California has a law, called mandatory mediation, with virtually the same arrangement. Signed into law in 2002, it has been used by the UFW to get contracts at several large companies. This law, however, is now on appeal before the state's Supreme Court, challenged by Gerawan Farms in Fresno, one of the world's largest peach growers.

"But the first place we had any arrangement like that was here in Washington, even before California," Guillen says.  She and other organizers came up with it to help workers win a contract at Washington's largest wine company, Chateau St. Michelle.  That contract was signed in 1995, and is still in force today.

The AFL-CIO's Jeff Johnson welcomed Familias Unidas into the Washington State Labor Federation last year, which helped gain the cooperation of Richard Ahearn in administering the election.  As a retired director of the National Labor Relations Board, his participation highlighted another irony.  Farm workers (along with domestic workers) were excluded from the National Labor Relations Act in 1937, which set up the union election process for other workers.  California is still the only state with a law establishing such a process for farm worker unions (and recently passed a law ending the exclusion of farm workers from the overtime rights other workers have as well). 

Torres, Pineda, Guillen and the FUJ workers all expect that their movement will move beyond Sakuma Brothers. "We already have members in other ranches," Torres said, "who want the same things we do."

At the same time, however, growers are increasingly searching for a low wage workforce impervious to unionization, through the expansion of guest worker programs.  Sakuma Brothers itself tried this tactic in 2013 and 2014.  In 2013 the company brought about 70 migrants to the U.S. under H2-A work visas.  This Federal program allows growers to recruit workers outside the country for periods of less than a year, after which the workers must return to their country of origin. 

Guest workers who lose their jobs by offending their employer or not working fast enough have to leave the country.  That makes joining a union or protesting conditions extremely risky for them.  Growers can only use the program, however, if they can claim they can't find local workers. 



Migrant farm workers and their supporters, members of the union Familias Unidas por la Justicia, march to the processing plant at Sakuma Brothers Farms


After the 2013 strikes, Sakuma sent strikers form letters saying they'd been fired for not working, and then told the U.S. Department of Labor it couldn't find any local workers.  It applied for H2A work visas for 468 guest workers, enough to replace its entire workforce.  Strikers all signed letters to DoL saying they were willing to work, and the company eventually had to withdraw its application. 

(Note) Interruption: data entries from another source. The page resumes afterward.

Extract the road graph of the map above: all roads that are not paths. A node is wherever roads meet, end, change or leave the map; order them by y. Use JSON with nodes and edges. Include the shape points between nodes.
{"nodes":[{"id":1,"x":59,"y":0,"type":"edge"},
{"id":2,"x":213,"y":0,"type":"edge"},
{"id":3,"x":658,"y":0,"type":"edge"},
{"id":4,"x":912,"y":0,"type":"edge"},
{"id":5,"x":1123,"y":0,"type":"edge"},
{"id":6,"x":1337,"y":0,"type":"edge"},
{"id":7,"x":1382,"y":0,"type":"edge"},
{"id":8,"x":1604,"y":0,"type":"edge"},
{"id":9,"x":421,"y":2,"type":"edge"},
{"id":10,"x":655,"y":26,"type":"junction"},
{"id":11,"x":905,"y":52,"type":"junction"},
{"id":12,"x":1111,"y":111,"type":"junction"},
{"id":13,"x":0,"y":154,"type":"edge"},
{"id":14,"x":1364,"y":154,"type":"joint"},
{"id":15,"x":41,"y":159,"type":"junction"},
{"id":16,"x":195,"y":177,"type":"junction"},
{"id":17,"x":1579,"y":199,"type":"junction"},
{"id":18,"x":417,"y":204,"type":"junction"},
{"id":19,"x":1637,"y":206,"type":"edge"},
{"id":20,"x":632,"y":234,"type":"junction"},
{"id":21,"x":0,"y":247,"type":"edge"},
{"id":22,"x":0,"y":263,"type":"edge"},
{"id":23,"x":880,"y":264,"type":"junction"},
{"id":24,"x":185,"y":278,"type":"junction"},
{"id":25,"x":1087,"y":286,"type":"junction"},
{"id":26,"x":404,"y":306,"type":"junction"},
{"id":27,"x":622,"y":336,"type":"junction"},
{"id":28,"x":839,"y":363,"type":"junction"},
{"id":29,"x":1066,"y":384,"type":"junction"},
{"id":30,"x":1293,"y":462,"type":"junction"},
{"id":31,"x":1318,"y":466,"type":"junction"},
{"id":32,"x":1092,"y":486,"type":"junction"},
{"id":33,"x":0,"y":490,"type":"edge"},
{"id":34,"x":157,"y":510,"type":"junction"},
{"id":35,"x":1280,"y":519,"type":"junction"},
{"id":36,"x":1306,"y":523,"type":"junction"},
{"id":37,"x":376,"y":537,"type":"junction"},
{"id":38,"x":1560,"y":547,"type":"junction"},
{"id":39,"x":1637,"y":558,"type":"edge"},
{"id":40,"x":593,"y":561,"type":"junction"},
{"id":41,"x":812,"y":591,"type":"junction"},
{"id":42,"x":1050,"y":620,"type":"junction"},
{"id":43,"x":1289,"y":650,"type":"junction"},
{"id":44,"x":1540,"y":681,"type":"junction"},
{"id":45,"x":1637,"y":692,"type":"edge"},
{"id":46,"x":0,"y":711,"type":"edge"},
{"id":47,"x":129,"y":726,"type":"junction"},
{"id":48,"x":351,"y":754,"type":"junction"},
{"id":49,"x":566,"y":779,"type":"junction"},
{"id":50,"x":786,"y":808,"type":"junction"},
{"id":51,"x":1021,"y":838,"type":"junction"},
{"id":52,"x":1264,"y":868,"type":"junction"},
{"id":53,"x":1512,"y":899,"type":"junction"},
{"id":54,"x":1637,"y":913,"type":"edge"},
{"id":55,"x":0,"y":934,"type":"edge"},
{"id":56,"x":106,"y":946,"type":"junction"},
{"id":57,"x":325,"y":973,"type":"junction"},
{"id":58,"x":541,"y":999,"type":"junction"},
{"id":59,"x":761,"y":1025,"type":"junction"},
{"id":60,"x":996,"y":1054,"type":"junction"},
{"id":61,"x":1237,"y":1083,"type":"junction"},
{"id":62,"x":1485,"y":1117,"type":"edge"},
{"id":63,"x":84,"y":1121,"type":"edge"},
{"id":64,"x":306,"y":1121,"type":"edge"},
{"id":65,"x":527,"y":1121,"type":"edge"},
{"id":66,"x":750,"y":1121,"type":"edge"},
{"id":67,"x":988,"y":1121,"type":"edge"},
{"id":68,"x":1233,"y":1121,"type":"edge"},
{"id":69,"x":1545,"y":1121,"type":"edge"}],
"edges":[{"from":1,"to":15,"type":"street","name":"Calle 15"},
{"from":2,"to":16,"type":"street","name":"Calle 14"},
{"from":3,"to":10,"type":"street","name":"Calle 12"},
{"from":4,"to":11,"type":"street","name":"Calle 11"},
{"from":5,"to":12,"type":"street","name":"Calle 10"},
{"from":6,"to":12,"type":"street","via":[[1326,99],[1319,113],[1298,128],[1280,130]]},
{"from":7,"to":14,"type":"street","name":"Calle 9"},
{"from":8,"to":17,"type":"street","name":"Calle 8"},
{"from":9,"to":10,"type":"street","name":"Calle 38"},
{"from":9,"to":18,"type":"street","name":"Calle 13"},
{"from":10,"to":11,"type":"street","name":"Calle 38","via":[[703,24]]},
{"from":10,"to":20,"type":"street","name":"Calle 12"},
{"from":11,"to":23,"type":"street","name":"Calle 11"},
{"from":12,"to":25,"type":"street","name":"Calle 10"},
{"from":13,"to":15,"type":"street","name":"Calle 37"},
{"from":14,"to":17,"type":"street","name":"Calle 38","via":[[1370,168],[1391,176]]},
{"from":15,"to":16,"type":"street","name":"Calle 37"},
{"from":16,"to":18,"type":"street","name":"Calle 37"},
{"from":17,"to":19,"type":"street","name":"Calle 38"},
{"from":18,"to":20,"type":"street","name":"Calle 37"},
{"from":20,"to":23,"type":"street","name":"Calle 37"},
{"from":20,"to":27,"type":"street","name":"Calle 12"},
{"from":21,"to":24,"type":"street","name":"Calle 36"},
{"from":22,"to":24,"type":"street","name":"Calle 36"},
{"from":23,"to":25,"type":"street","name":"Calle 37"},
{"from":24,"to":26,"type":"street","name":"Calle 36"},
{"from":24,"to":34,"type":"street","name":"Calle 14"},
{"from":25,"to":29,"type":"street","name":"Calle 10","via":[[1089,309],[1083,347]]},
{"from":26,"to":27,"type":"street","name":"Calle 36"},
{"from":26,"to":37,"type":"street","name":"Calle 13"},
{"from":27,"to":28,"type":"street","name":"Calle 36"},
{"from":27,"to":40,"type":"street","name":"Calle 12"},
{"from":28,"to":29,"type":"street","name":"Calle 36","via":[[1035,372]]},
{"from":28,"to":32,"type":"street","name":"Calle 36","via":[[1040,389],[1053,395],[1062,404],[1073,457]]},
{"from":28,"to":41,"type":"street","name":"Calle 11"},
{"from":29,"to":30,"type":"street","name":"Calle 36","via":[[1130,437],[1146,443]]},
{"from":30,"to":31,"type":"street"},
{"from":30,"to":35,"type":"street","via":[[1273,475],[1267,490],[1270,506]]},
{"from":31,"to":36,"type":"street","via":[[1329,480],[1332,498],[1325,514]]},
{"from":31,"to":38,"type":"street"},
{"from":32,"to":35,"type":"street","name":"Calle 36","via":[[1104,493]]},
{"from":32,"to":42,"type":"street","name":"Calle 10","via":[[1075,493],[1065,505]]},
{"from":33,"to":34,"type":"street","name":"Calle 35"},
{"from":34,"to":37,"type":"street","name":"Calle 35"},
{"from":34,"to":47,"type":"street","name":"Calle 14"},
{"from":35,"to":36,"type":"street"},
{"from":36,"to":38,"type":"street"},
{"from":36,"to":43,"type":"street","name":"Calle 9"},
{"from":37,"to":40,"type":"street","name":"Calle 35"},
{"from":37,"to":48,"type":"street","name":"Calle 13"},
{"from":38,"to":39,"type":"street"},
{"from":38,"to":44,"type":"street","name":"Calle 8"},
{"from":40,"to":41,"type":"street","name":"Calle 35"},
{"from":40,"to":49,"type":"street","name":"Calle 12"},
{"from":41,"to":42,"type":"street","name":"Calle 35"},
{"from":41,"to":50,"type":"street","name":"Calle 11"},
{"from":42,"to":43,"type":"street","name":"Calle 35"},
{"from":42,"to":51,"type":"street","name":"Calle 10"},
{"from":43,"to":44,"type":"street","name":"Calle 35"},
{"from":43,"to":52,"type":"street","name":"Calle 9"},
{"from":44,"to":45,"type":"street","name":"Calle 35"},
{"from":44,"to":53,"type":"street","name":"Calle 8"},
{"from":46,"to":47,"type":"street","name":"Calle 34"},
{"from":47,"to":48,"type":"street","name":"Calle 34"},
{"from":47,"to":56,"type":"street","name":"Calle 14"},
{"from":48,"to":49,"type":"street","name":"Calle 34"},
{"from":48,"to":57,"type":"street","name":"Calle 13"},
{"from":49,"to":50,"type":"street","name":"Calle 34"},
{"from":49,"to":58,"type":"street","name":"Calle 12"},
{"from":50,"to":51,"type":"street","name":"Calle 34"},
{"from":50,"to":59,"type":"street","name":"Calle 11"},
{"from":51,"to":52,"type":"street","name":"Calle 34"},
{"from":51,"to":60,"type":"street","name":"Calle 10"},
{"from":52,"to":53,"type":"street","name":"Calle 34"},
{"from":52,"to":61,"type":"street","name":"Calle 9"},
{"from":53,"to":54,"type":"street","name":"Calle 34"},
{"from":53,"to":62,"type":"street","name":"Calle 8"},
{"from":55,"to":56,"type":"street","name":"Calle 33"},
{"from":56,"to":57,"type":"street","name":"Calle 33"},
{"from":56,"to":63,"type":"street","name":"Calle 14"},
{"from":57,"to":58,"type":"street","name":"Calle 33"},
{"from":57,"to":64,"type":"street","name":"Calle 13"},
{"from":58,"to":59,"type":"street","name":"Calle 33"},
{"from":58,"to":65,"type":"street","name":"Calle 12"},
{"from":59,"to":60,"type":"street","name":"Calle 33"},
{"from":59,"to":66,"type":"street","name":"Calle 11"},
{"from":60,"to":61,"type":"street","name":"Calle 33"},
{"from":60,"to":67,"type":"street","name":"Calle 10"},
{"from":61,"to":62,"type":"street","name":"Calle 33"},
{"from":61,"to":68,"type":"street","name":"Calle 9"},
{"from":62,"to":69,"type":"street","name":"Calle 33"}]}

While Sakuma Farms gave up its guest worker plan, at least for the moment, other agricultural employers in Washington have increased the number of H2A workers drastically.  The Washington Farm Labor Association, according to Alex Galarza of the Northwest Justice Project, brought in about 2000 workers in 2006.  In 2013, the year FUJ was formed, the number rose to 4000.  Last year it exploded to 11,000, and may reach 16,000 for 2016.

Almost all the migrant workers who make up Familias Unidas have been living in the U.S. for many years, however. They cannot go back to Mexico, or cross the border to return to the U.S. They are at the northern end of a migrant journey that took many, like Pineda, through San Quintin or the other agricultural valleys of northern Mexico years ago. About half live in California, and come to Washington for the harvest every year. But Pineda and an increasing number are settling in Washington for good.

Organizing the union at Sakuma Brothers is part of putting down roots in northern Washington. "This is the end of the road for them," Guillen explains. "There's no place else to go. Workers won this election because they know what they want. They have families here, and are looking for a better future for their kids. It's not a temporary job for them. They're part of this community."



Rosalinda Guillen, director of Community2Community, speaks at a press conference at the office of Sakuma Farms.  With her are Benito Lopez, a member of the union committee of Familias Unidas por la Justicia, with his wife Juana Sanchez, and Tomas Ramon, another committee member.